With increasing environmental awareness and rising energy costs, traditional gas separation methods such as absorption (for CO2/CH4 and CO2/N2 separations) and cryogenic distillation (for N2/O2 separations) are becoming less attractive, while demand is increasing for solvent-free, energy-efficient membrane separation processes. Unfortunately, membrane processes are entirely dependent on the availability of high-performance (sufficiently high permeability and high selectivity) membrane materials that are not currently available. Recent research in nanocomposite films has shown promising gains in this area: the addition of impermeable nanoparticles to an ultra-high free volume polymer can actually increase permeability relative to the pure polymer while maintaining or increasing its selectivity. This runs counter to predictions based on the Maxwell model, long proven for micron-size particles, of permeability decreases upon the addition of impermeable particles. The improvements have been shown to be the result of free volume increases in the polymer, but the mechanism behind this free volume increase, while typically attributed to the formation of interfacial voids, is not understood. Additionally, it is unknown how this permeation enhancement depends on particle size, polymer chain rigidity, and other interfacial effects.
This CAREER award aims to address this deficiency by performing a systematic investigation of the following three factors: (1) primary particle and aggregate size, (2) polymer chain rigidity, and (3) interfacial effects using a four-pronged approach:
(a) Composite membrane formation. A variety of materials and techniques will be used to prepare composite films including a range of particle sizes from nanoscale to microscale to examine the transition between Maxwell-type behavior and permeability enhancement; a range of polymer chain rigidity including rubbery, conventional glassy, and ultra-high free volume glassy polymers; and a range of particle surface treatments to examine interfacial effects. Permeation in previously unstudied membranes will be synthesized and examined using surface-initiated atom-transfer radical polymerization (SI-ATRP) which eliminates interfacial void formation.
(b)Gas permeation tests. Permeation tests on all pure polymer and composite films will be run to determine the permeability and selectivity of various gases.
(c) Characterization. All films will be characterized using positron annihilation lifetime spectroscopy (PALS) and density measurements to examine free volume size and distribution and transmission and scanning electron microscopy (TEM and SEM) to examine particle dispersion.
(d) Molecular Modeling.

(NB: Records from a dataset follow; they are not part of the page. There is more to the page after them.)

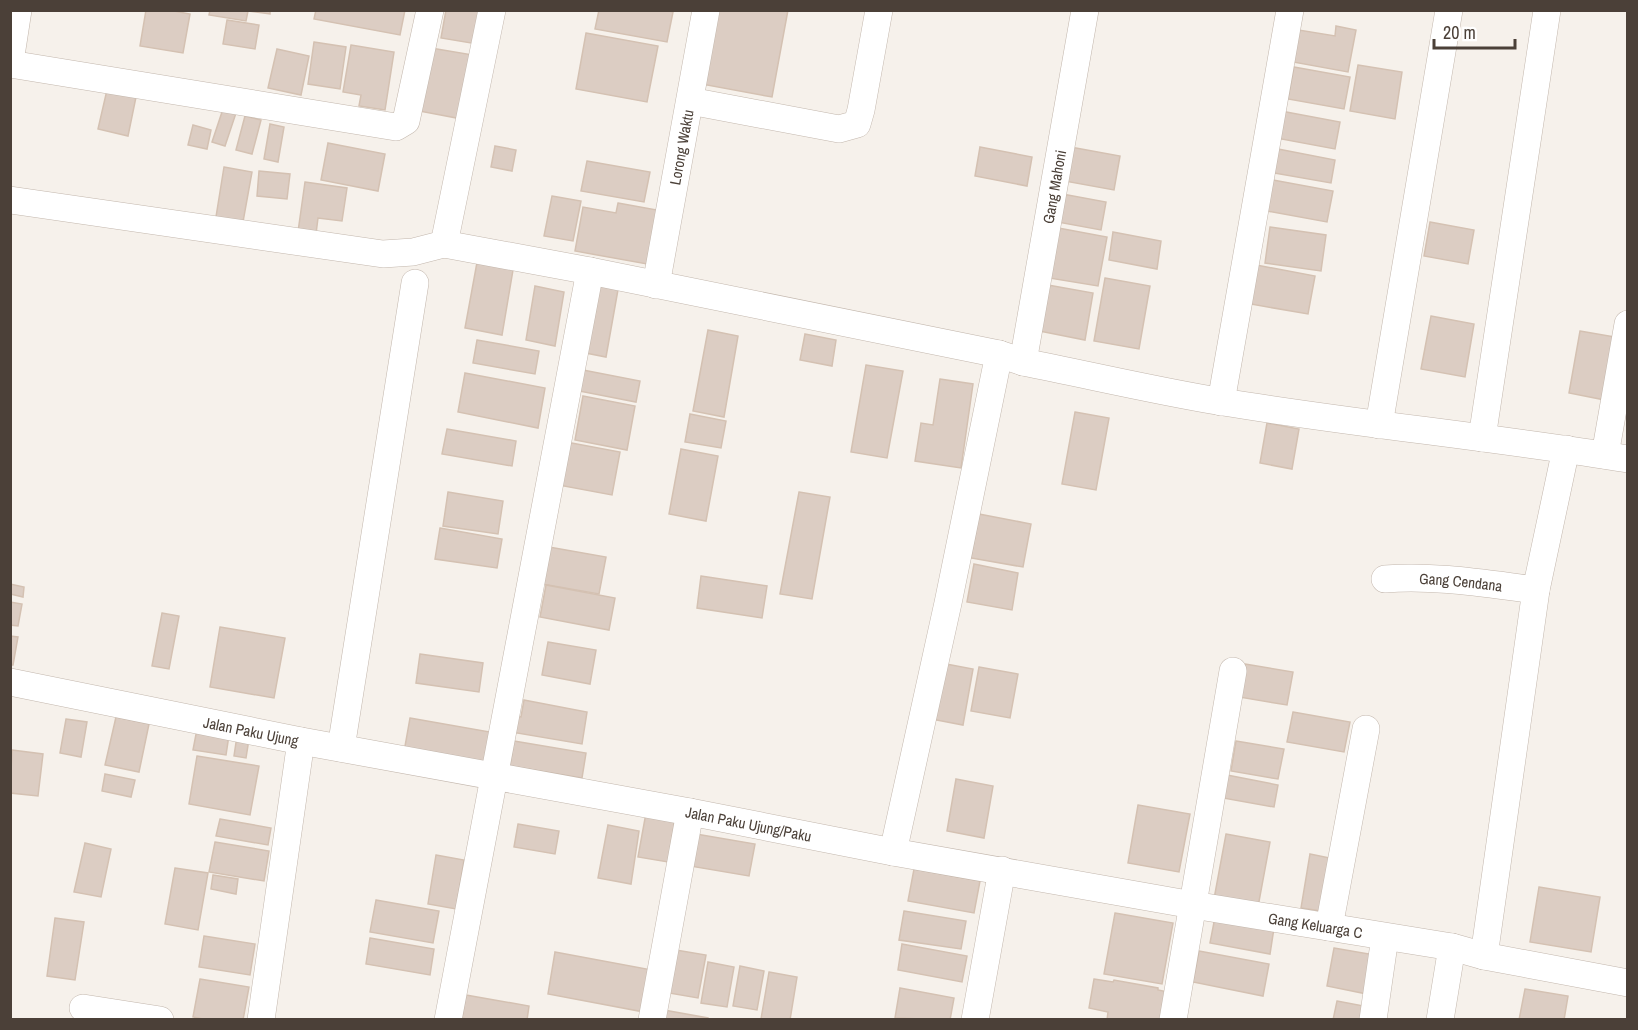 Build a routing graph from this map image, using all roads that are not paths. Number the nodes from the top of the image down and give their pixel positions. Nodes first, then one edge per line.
1 (18, 10) edge
2 (430, 10) edge
3 (492, 10) edge
4 (706, 10) edge
5 (879, 10) edge
6 (1084, 10) edge
7 (1290, 10) edge
8 (1449, 10) edge
9 (1547, 10) edge
10 (10, 63) edge
11 (690, 100) junction
12 (10, 200) edge
13 (444, 244) junction
14 (590, 271) junction
15 (415, 283) dead end
16 (656, 285) junction
17 (1628, 324) edge
18 (1011, 358) junction
19 (1221, 402) junction
20 (1379, 425) junction
21 (1482, 438) junction
22 (1566, 448) junction
23 (1616, 457) edge
24 (1385, 579) dead end
25 (1536, 590) junction
26 (1233, 671) dead end
27 (10, 682) edge
28 (1366, 729) dead end
29 (301, 741) junction
30 (341, 748) junction
31 (493, 776) junction
32 (690, 812) junction
33 (893, 852) junction
34 (1002, 870) junction
35 (1193, 905) junction
36 (1329, 927) junction
37 (1385, 937) junction
38 (1452, 947) junction
39 (1484, 956) junction
40 (1628, 983) edge
41 (83, 1008) dead end
42 (160, 1020) edge
43 (261, 1020) edge
44 (448, 1020) edge
45 (652, 1020) edge
46 (975, 1020) edge
47 (1173, 1020) edge
48 (1373, 1020) edge
49 (1440, 1020) edge

1 - 10 street
2 - 10 street
3 - 13 street
4 - 11 street, Lorong Waktu
5 - 11 street
6 - 18 street, Gang Mahoni
7 - 19 street
8 - 20 street
9 - 21 street
11 - 16 street, Lorong Waktu
12 - 13 street
13 - 14 street
14 - 16 street
14 - 31 street
15 - 30 street
16 - 18 street
17 - 23 street
18 - 19 street
18 - 33 street, Gang Mahoni
19 - 20 street
20 - 21 street
21 - 22 street
22 - 23 street
22 - 25 street
24 - 25 street, Gang Cendana
25 - 39 street
26 - 35 street
27 - 29 street, Jalan Paku Ujung
28 - 36 street
29 - 30 street, Jalan Paku Ujung
29 - 43 street
30 - 31 street, Jalan Paku Ujung
31 - 32 street, Jalan Paku Ujung/Paku
31 - 44 street
32 - 33 street, Jalan Paku Ujung/Paku
32 - 45 street
33 - 34 street, Jalan Paku Ujung/Paku
34 - 35 street, Gang Keluarga C
34 - 46 street
35 - 36 street, Gang Keluarga C
35 - 47 street
36 - 37 street, Gang Keluarga C
37 - 38 street, Gang Keluarga C
37 - 48 street
38 - 39 street, Gang Keluarga C
38 - 49 street
39 - 40 street, Gang Keluarga C
41 - 42 street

The molecular-level configuration, interfacial effects, and theoretical free volume of pure polymers and polymer/inorganic nanocomposites will be modeled to illuminate the changes in molecular-level architecture that give rise to changes in free volume. While the literature abounds with molecular modeling (MM) results for pure polymers, nanocomposites are an almost entirely unexamined area for MM.

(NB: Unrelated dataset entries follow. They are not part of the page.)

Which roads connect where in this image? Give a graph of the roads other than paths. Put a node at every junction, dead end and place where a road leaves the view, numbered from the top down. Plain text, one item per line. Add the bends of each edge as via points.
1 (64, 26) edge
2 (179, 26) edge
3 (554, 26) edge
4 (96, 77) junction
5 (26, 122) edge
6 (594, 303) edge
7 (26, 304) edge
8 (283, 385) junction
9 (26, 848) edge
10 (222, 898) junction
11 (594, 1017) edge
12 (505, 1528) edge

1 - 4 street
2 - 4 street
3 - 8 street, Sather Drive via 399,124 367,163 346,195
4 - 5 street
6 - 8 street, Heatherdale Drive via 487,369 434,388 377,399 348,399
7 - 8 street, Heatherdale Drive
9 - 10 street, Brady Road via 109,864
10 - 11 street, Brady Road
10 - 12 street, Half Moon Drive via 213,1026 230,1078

The main educational goals of this project are centered on two aspects: Course and Educational Method Developments and an Integrated Undergraduate Research and Multi-Tiered Mentoring Program. To address the first aspect, Challenge-Based Instruction Modules will be developed and disseminated for use in courses. Also a new course aimed at chemistry and engineering Harvey Mudd College (HMC) undergraduates in Polymer Chemistry and Engineering is planned. The new course will include experimental modules in the area of the proposed research. The research will be carried out entirely by undergraduate and high school researchers. The undergraduates will benefit from a multi-tiered structured mentoring program in which they are mentored by the PI, alumni, and each other, and will be trained as mentors for high school students. Technical results and the models developed for undergraduate and high school student research and mentoring will be widely disseminated via publications and presentations.